Johnson Nicholaus P, Del Favero-Campbell Alexandra, Nori-Sarma Amruta, Amezcua-Smith Audrey, Lewis Brandon, Chen Chen, Lin Chengyi, Foo Damien, Byun Garam, Choi Hayon Michelle, Kim Honghyok, Berman Jesse D, Son Ji-Young, Warren Joshua L, Chen Kai, Burrows Kate, Fong Kelvin C, Goldsmith Leo, Meadows Marie-Claire, Smith Morrison, Stewart Rory, Heo Seulkee, Lin Shuqi, Ning Xuejuan, Choi Yongsoo, Bell Michelle L, Deziel Nicole C
Yale School of Public Health, New Haven, Connecticut, 06510, USA.
Dalhousie University, Halifax, Nova Scotia, B3H 4R2, Canada.
Curr Environ Health Rep. 2025 Aug 20;12(1):30. doi: 10.1007/s40572-025-00494-7.

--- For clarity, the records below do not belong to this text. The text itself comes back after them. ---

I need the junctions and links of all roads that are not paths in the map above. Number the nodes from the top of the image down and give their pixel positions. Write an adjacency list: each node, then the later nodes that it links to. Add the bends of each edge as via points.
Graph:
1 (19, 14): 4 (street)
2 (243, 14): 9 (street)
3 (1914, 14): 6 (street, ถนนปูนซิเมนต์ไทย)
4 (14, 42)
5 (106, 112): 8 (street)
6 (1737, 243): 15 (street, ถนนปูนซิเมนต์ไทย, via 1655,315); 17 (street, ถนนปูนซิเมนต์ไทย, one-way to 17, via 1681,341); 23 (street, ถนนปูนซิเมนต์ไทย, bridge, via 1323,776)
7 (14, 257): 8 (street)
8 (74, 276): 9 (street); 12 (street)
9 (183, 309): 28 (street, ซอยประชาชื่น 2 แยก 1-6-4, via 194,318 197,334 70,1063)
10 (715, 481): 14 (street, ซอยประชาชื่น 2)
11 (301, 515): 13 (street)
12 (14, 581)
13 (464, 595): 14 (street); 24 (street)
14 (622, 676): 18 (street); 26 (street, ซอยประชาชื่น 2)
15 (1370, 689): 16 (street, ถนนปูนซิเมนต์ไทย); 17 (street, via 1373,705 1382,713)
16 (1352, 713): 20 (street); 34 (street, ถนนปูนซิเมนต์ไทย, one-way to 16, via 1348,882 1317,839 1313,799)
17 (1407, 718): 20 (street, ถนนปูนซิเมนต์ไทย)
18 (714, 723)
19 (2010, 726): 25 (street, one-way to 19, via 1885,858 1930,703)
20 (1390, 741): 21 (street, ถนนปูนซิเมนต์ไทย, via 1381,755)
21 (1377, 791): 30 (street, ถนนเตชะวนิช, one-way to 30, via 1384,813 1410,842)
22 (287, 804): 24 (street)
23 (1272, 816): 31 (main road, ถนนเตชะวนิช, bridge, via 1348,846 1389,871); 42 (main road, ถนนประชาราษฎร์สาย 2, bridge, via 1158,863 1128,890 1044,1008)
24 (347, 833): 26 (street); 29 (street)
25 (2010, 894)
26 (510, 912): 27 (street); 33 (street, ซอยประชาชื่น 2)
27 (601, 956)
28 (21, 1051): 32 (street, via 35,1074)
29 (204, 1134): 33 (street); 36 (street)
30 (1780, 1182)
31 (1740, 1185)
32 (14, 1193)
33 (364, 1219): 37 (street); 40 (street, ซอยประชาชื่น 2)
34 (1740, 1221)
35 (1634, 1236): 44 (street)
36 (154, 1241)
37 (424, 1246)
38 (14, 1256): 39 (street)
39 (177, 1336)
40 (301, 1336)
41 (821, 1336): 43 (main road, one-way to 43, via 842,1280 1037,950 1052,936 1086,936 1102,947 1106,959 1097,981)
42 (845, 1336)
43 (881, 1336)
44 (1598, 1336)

The impacts of environmental health risk factors, including temperature, vary across urban and rural areas. Application of different metrics of rurality and urbanicity can yield different risk characterizations. We aimed to identify, describe, and quantify how urban/rural metrics are used in epidemiologic studies of ambient temperature and health across the United States (US).
Using PubMed and Scopus, we identified epidemiologic studies published between January 2010 and March 2025 that examined ambient temperature and health in the US and included a defined, quantitative metric of urbanicity/rurality. Titles, abstracts, and full texts were evaluated by two independent reviewers. Data from included studies were extracted using a predetermined tool.
Of the 11,013 studies resulting from our search, 36 were included. We identified 23 metrics drawing from 10 data sources. The most frequently used metrics were population density and size from the US Census ( = 11 studies). Other metrics reflected connectivity and proximity to surrounding areas, such as the US Census’s Urban-Rural Classification ( = 7 studies), and the US Department of Agriculture’s Rural-Urban Commuting Area Codes ( = 4 studies) and Rural-Urban Continuum Codes ( = 2 studies). Additional metrics captured features related to the natural environment, built environment, and employment. Many studies did not provide a rationale for metric selection.
Urbanicity and rurality metrics have moved beyond population size and density to include other features. Providing rationales for choice of metric or the differential vulnerability or adaptive capacity captured by the metric could bolster understanding of urban-rural differences in the impact of temperature on health.
The online version contains supplementary material available at 10.1007/s40572-025-00494-7.
包括温度在内的环境健康风险因素的影响在城乡地区存在差异。应用不同的城乡指标会产生不同的风险特征描述。我们旨在识别、描述和量化美国城乡指标在环境温度与健康的流行病学研究中的使用情况。
利用PubMed和Scopus数据库,我们检索了2010年1月至2025年3月期间发表的、研究美国环境温度与健康关系且包含明确的城乡定量指标的流行病学研究。由两名独立评审员对标题、摘要和全文进行评估。使用预先确定的工具提取纳入研究的数据。
在我们检索到的11,013项研究中,有36项被纳入。我们从10个数据源中识别出23个指标。最常用的指标是美国人口普查中的人口密度和规模(11项研究使用)。其他指标反映了与周边地区的连通性和接近程度,如美国人口普查的城乡分类(7项研究使用)、美国农业部的城乡通勤区代码(4项研究使用)和城乡连续体代码(2项研究使用)。其他指标还涵盖了与自然环境、建成环境和就业相关的特征。许多研究没有提供指标选择的理由。
城乡指标已从人口规模和密度扩展到包括其他特征。为指标选择或该指标所反映的差异脆弱性或适应能力提供理由,有助于加深对温度对健康影响的城乡差异的理解。
在线版本包含可在10.1007/s40572-025-00494-7获取的补充材料。